The Spirit is also different from the other two persons of the Trinity in her activity and presence. This is, of course, not totally true. The three persons of the Trinity are one God, but that’s a homily for next week. What I mean is that, regardless of our doctrine or theology, we tend to speak of God the Father as a bit distant, off in heaven somewhere. Powerful and listening and deeply loving of its creation, but kept at a safe distance. And Christ was here, with us, on earth for a time but, as we heard in the recent readings, has departed to the heavenly places for a time. He will return one day, but for now is away, seated at the right hand of the Father in heaven.
These two persons of the Trinity feel safe and comfortable in the sense that we are fairly certainly neither of them will spring out from behind a door or around a corner when we’re not expecting it. The Spirit, on the other hand, is not so predictable. (Neither are the Father or the Son in truth, but they somehow feel safer.) The Spirit is present and moving amongst us, moving within us. She is unpredictable, like lively waters or wind rolling across the prairie. Not only is the Spirit not safely stowed away in heaven somewhere, but she is right here, doing as she wills, and carrying us along on her current. This is unavoidable, unmistakable, and more than a little unsettling.

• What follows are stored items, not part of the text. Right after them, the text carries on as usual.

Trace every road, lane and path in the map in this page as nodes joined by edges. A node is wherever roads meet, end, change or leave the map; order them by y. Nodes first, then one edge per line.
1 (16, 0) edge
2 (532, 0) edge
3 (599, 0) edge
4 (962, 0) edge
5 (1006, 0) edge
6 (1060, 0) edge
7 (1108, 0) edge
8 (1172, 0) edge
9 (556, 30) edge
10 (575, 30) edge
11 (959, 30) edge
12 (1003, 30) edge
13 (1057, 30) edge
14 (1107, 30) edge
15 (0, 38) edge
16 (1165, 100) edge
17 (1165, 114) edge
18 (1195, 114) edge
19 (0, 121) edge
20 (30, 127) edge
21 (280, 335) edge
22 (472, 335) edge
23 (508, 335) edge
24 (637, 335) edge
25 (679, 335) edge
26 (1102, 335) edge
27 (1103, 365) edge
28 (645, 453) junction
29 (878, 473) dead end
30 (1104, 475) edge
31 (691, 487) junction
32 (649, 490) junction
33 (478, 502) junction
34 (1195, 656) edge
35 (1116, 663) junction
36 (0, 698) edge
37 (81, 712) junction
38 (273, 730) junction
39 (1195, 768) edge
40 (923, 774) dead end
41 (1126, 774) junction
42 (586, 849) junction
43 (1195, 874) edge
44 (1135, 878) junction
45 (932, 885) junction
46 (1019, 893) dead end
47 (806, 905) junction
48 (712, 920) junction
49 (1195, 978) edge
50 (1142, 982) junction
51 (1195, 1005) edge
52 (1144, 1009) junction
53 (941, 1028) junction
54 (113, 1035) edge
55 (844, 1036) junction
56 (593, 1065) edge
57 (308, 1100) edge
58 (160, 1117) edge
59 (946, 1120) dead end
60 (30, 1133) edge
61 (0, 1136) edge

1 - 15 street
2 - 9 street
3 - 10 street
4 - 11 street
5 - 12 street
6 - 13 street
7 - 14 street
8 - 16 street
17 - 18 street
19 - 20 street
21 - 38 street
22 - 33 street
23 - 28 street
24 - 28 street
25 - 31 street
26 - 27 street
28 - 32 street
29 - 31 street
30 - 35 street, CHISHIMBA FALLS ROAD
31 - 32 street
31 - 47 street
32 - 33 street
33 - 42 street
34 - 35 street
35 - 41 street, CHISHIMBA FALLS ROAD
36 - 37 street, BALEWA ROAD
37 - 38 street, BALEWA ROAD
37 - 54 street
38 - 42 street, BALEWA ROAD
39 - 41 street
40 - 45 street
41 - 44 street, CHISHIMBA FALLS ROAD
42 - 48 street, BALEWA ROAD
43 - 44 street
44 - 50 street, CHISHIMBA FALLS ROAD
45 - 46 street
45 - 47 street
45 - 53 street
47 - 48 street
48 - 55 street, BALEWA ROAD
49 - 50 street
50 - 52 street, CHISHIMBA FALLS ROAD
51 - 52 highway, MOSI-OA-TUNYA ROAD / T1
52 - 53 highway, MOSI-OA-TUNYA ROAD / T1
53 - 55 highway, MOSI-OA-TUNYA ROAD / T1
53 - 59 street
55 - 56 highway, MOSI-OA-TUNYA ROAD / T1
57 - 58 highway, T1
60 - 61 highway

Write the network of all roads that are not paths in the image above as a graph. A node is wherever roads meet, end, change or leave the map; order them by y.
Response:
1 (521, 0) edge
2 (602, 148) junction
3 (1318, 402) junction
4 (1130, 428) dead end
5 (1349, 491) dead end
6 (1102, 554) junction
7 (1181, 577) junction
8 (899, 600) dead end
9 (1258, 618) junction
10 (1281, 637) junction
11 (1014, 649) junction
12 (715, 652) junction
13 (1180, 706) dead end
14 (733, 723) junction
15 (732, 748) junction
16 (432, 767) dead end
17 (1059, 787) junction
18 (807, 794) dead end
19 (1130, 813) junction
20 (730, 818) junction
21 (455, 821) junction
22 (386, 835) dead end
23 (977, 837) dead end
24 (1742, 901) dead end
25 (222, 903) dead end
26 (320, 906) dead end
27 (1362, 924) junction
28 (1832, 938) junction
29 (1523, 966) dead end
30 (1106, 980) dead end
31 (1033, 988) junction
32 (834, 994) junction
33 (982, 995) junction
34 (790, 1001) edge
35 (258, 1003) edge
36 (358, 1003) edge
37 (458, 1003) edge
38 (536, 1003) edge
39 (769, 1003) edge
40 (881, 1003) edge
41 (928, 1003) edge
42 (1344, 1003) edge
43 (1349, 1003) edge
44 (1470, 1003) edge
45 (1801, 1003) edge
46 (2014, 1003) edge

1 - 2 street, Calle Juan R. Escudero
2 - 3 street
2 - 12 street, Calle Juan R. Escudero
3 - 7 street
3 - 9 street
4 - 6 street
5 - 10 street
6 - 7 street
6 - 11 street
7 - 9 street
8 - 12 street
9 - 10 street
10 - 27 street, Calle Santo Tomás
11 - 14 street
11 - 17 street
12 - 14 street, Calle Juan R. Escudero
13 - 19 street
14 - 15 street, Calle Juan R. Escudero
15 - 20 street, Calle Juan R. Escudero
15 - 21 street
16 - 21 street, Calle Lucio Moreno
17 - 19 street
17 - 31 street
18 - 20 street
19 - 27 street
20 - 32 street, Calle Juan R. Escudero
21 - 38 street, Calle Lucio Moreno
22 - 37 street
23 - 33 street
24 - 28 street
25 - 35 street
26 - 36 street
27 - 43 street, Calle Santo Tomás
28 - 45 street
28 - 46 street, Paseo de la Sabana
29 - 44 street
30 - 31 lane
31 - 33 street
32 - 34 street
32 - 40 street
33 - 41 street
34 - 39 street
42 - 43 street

The Holy Spirit’s work of renewal is intense, ongoing, and the current along which we all travel. Like the current that pulls a great wave out of the sea, we can either ride the wave and follow the current or we can fight against it and gasp for air under the crashing wave, but there is nothing any of us can do to stop the current or its waves.
The Spirit is moving, renewing, showering blessings, healing, and wholeness along its route. This is what our celebration of today’s festival is about, and this is why it is maybe a little frightening. It is work and movement of God that is ongoing and happening right here, in our midst. The Spirit is calling us to renewal. The Holy Spirit is calling you and me to be renewed. The Holy Spirit is calling this parish to be renewed. The Holy Spirit is calling this city, this province, this diocese, this church, the Holy Spirit is calling all of creation to be renewed. And this year, it feels like the call to renewal has never been more urgent, the wave’s crest has never been higher, the current has never been stronger.
Send forth your Spirit, O Lord, and renew the face of the earth.
Written for the Parish of Holy Trinity, Winnipeg.